YOUR GOAL: All of the entries below should be printed exactly; the pictures are to be left out.

STORED DATA:
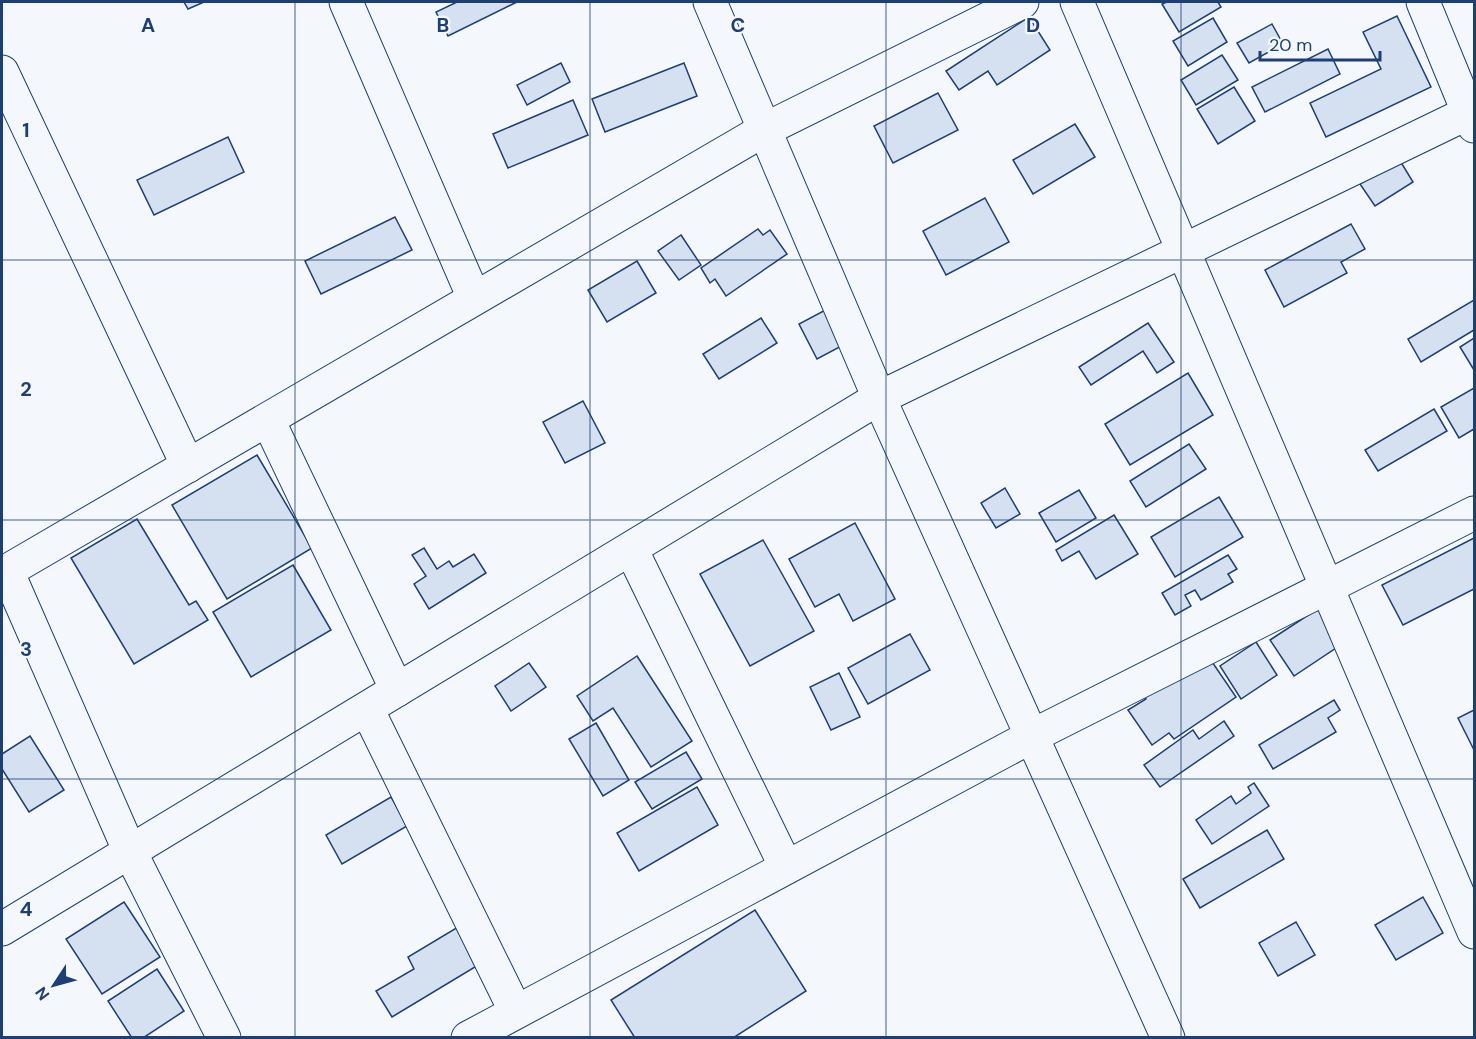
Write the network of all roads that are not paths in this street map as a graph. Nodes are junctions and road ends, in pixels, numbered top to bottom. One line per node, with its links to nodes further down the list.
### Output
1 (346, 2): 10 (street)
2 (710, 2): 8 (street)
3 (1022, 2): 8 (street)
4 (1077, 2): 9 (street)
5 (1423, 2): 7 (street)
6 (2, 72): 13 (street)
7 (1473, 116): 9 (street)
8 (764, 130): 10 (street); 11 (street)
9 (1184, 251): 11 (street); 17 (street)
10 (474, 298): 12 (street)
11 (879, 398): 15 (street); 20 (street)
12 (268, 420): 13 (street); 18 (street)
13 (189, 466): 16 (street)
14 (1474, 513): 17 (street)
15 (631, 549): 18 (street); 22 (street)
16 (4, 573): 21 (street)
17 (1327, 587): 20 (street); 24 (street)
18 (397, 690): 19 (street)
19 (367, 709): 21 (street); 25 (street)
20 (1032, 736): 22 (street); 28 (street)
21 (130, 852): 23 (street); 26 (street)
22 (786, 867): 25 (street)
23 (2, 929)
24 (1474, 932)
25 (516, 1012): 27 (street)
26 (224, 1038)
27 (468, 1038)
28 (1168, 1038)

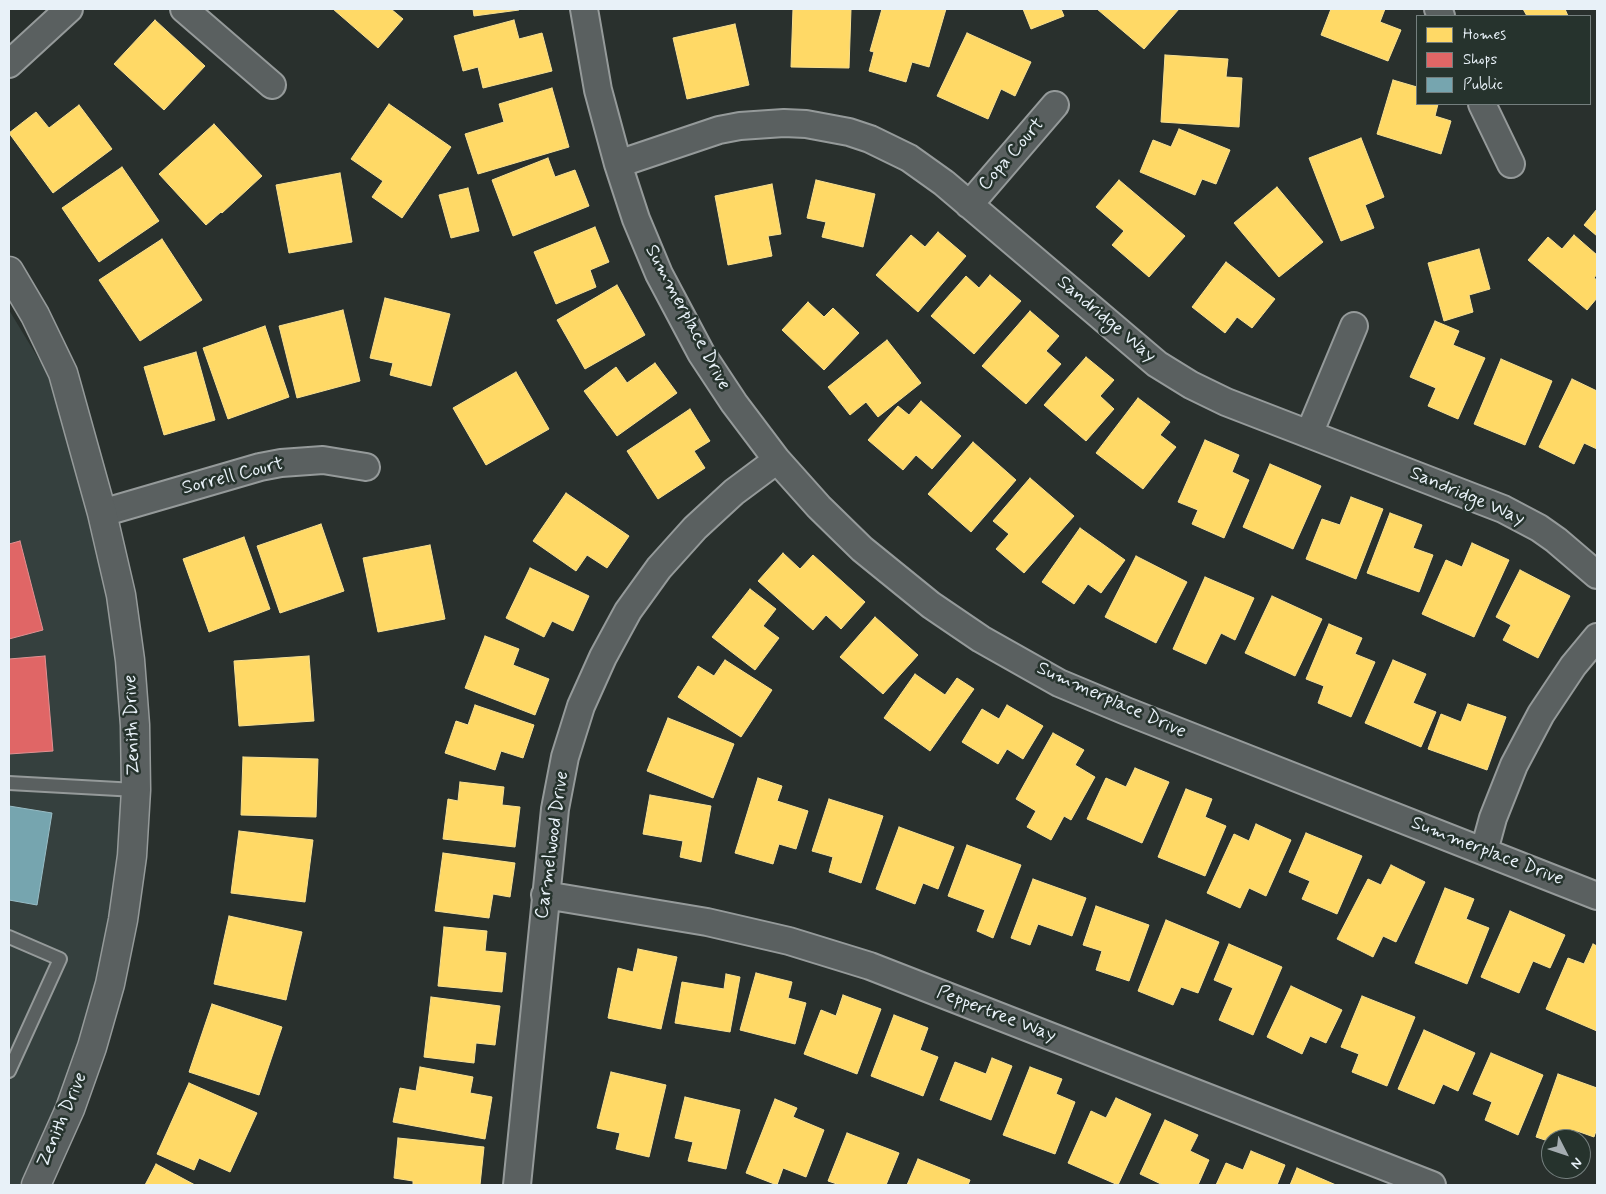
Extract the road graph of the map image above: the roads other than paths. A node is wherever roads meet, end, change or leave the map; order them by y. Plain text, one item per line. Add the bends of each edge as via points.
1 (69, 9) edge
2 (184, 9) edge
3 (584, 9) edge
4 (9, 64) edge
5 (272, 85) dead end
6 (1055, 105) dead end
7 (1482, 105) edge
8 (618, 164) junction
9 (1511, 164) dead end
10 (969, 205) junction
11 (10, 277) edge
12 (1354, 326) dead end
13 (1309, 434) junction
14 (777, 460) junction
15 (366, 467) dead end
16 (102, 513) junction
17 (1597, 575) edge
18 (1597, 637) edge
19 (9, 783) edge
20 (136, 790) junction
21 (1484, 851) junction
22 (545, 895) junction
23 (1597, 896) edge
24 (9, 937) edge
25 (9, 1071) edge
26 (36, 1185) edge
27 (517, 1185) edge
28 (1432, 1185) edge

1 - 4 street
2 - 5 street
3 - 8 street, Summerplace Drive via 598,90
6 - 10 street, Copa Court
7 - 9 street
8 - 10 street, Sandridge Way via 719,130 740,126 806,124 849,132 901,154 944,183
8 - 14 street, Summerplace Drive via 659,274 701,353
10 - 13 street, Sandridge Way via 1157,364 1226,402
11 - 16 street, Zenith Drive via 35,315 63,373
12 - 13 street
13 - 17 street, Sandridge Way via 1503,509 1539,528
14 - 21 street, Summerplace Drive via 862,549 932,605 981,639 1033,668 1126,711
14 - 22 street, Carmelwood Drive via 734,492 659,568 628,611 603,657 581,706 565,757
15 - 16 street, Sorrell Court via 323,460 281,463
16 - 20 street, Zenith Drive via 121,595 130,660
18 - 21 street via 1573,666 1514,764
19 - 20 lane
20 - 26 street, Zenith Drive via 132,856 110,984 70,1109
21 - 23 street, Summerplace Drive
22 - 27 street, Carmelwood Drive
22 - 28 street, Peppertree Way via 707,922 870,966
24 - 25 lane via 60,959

YOUR SOLUTION:
Write the network of all roads that are not paths in this street map as a graph. Nodes are junctions and road ends, in pixels, numbered top to bottom. One line per node, with its links to nodes further down the list.
### Output
1 (346, 2): 10 (street)
2 (710, 2): 8 (street)
3 (1022, 2): 8 (street)
4 (1077, 2): 9 (street)
5 (1423, 2): 7 (street)
6 (2, 72): 13 (street)
7 (1473, 116): 9 (street)
8 (764, 130): 10 (street); 11 (street)
9 (1184, 251): 11 (street); 17 (street)
10 (474, 298): 12 (street)
11 (879, 398): 15 (street); 20 (street)
12 (268, 420): 13 (street); 18 (street)
13 (189, 466): 16 (street)
14 (1474, 513): 17 (street)
15 (631, 549): 18 (street); 22 (street)
16 (4, 573): 21 (street)
17 (1327, 587): 20 (street); 24 (street)
18 (397, 690): 19 (street)
19 (367, 709): 21 (street); 25 (street)
20 (1032, 736): 22 (street); 28 (street)
21 (130, 852): 23 (street); 26 (street)
22 (786, 867): 25 (street)
23 (2, 929)
24 (1474, 932)
25 (516, 1012): 27 (street)
26 (224, 1038)
27 (468, 1038)
28 (1168, 1038)

Extract the road graph of the map image above: the roads other than paths. A node is wherever roads meet, end, change or leave the map; order them by y. Plain text, one item per line. Add the bends of each edge as via points.
1 (69, 9) edge
2 (184, 9) edge
3 (584, 9) edge
4 (9, 64) edge
5 (272, 85) dead end
6 (1055, 105) dead end
7 (1482, 105) edge
8 (618, 164) junction
9 (1511, 164) dead end
10 (969, 205) junction
11 (10, 277) edge
12 (1354, 326) dead end
13 (1309, 434) junction
14 (777, 460) junction
15 (366, 467) dead end
16 (102, 513) junction
17 (1597, 575) edge
18 (1597, 637) edge
19 (9, 783) edge
20 (136, 790) junction
21 (1484, 851) junction
22 (545, 895) junction
23 (1597, 896) edge
24 (9, 937) edge
25 (9, 1071) edge
26 (36, 1185) edge
27 (517, 1185) edge
28 (1432, 1185) edge

1 - 4 street
2 - 5 street
3 - 8 street, Summerplace Drive via 598,90
6 - 10 street, Copa Court
7 - 9 street
8 - 10 street, Sandridge Way via 719,130 740,126 806,124 849,132 901,154 944,183
8 - 14 street, Summerplace Drive via 659,274 701,353
10 - 13 street, Sandridge Way via 1157,364 1226,402
11 - 16 street, Zenith Drive via 35,315 63,373
12 - 13 street
13 - 17 street, Sandridge Way via 1503,509 1539,528
14 - 21 street, Summerplace Drive via 862,549 932,605 981,639 1033,668 1126,711
14 - 22 street, Carmelwood Drive via 734,492 659,568 628,611 603,657 581,706 565,757
15 - 16 street, Sorrell Court via 323,460 281,463
16 - 20 street, Zenith Drive via 121,595 130,660
18 - 21 street via 1573,666 1514,764
19 - 20 lane
20 - 26 street, Zenith Drive via 132,856 110,984 70,1109
21 - 23 street, Summerplace Drive
22 - 27 street, Carmelwood Drive
22 - 28 street, Peppertree Way via 707,922 870,966
24 - 25 lane via 60,959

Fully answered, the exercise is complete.